[TIP] why you should distribute tests with your application / module

Tue Sep 16 17:02:31 PDT 2008

On Tue, Sep 16, 2008 at 4:34 PM, Pete <pfein at pobox.com> wrote:
> On Sep 16, 2008, at 3:07 PM, Jesse Noller wrote:
>>>
>>> What about fixture data though?  That can easily get larger than the
>>> size of the rest of your distribution...
>>>
>>
>> Why not generate the fixture data on the fly though? For example, you
>> can easily generate file data on the fly (that will always be the
>> same) each time a test is run - I do this with file sizes ranging from
>> 1 mb to 100s of gigabytes. This way I don't need to check in test
>> data, or store it. I just generate it from the ether. The same applies
>> to database/fixture data - why not generate it from some seed/ID on
>> the fly?
>
> Because I need to know what's in the data so that I can verify that full
> text queries against it return the correct results. How do you make sure
> your code is giving you the right output if you're feeding it random input?
>  Makes no sense to me...
>
> --Pete
>

Here is the nominal example. Normally, instead of using __file__ for
the data, I'd use a lorem ipsum file. Note that doing it this way
instead of using os.random()/reading from /dev/urandom is much, much
faster - and it doesn't require large amounts of entropy so you can
use it in threads to generate mucho data files fast.

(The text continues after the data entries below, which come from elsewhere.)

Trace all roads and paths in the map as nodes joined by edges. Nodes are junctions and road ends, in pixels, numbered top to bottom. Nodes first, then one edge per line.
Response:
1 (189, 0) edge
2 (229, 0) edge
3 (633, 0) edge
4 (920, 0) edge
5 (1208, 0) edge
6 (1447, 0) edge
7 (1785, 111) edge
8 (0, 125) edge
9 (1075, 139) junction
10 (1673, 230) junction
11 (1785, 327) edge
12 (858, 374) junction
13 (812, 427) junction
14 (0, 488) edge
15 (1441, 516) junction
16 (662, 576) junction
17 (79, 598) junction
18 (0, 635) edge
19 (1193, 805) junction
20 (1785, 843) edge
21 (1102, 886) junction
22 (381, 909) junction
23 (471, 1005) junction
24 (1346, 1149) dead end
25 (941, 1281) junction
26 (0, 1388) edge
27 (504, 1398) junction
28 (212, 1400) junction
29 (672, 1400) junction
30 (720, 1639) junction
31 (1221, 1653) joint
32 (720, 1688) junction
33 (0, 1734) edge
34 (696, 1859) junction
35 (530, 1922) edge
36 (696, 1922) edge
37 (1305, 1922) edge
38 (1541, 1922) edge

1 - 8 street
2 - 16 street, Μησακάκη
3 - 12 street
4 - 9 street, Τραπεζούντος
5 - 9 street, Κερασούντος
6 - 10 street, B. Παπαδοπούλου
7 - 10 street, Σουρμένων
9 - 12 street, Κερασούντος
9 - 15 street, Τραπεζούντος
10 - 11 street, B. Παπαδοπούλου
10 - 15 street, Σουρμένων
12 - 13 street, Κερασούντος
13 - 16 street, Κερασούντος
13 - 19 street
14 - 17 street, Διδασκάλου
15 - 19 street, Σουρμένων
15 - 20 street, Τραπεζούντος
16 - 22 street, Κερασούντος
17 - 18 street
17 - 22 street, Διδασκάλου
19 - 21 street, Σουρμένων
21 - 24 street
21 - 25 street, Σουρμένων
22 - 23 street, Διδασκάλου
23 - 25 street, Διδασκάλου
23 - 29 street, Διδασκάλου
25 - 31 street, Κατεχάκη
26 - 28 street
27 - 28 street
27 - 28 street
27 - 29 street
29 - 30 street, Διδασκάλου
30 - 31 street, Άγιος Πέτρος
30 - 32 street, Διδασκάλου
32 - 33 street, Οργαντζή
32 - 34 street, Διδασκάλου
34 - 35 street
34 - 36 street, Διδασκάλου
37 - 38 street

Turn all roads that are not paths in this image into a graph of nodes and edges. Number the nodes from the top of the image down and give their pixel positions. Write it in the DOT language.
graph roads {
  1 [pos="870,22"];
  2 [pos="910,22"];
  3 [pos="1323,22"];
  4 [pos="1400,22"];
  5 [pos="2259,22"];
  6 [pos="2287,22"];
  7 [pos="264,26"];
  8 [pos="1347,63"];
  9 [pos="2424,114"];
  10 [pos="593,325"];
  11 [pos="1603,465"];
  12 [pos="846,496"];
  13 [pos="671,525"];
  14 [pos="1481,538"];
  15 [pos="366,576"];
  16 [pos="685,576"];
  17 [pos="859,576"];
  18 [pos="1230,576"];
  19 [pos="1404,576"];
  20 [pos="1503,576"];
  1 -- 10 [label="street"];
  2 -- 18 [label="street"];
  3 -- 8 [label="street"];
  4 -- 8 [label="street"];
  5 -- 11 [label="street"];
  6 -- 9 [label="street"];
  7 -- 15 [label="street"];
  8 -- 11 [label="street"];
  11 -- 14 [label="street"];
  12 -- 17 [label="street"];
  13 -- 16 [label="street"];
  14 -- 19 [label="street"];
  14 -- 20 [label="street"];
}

Also, deque is
fast, and cool to say.

A use case is simple - you need to generate large strings or data to
put in a file on a http server (stream from memory to the pycurl
object) or stream it to a file to test a filesystem.

import collections

def data_generator(unique_id, maxbytes=None):
    """ Use the local file to built a word list that allows us to cycle
    the deque in a repeatable fashion based off of a name/id - assumes unique
    id is in fact, a unique id, comprised of integers where the file is named
    file.size.randint, e.g. file.1024.3487109378 would make a 1024 byte file.
    """
    unique_id = unique_id.split('.')[1:]
    file_size = int(unique_id[1])
    seed = unique_id[-1]
    words = open(__file__, "r").read().split()
    chunk = 1048576 # You could make this smaller or pass in maxbytes.
    alloc = -1
    if maxbytes:
        chunk = maxbytes

    word_q = collections.deque(words)
    seed_q = collections.deque(seed)
    current_size = file_size
    while current_size > 0:
        mychunk = chunk
        mystr = []
        while mychunk > 0:
            data = ' '.join(list(word_q)[0:alloc])
            if len(data) > chunk:
                mystr.append(data[0:mychunk])
            else:
                mystr.append(data)
            mychunk -= len(data)
        data = ' '.join(mystr)
        if len(data) > current_size:
            data = data[0:current_size]
        yield data
        current_size -= len(data)
        word_q.rotate(int(seed_q[0]))
        seed_q.rotate(1)

if __name__ == "__main__":
    import os, hashlib
    # Make a 10mb byte file in 1024 byte chunks, twice and compare the data
    fnames = ['f.1', 'f.2']
    hashes = []
    for f in fnames:
        gen = data_generator('file.10485760.3487109378', 1024)
        fh = open(f, 'w')
        while os.path.getsize(f) != 10485760:
            fh.write(gen.next())
        fh.close()
        h = hashlib.md5()
        h.update(open(f, 'r').read())
        hashes.append(h.hexdigest())
    print hashes

-jesse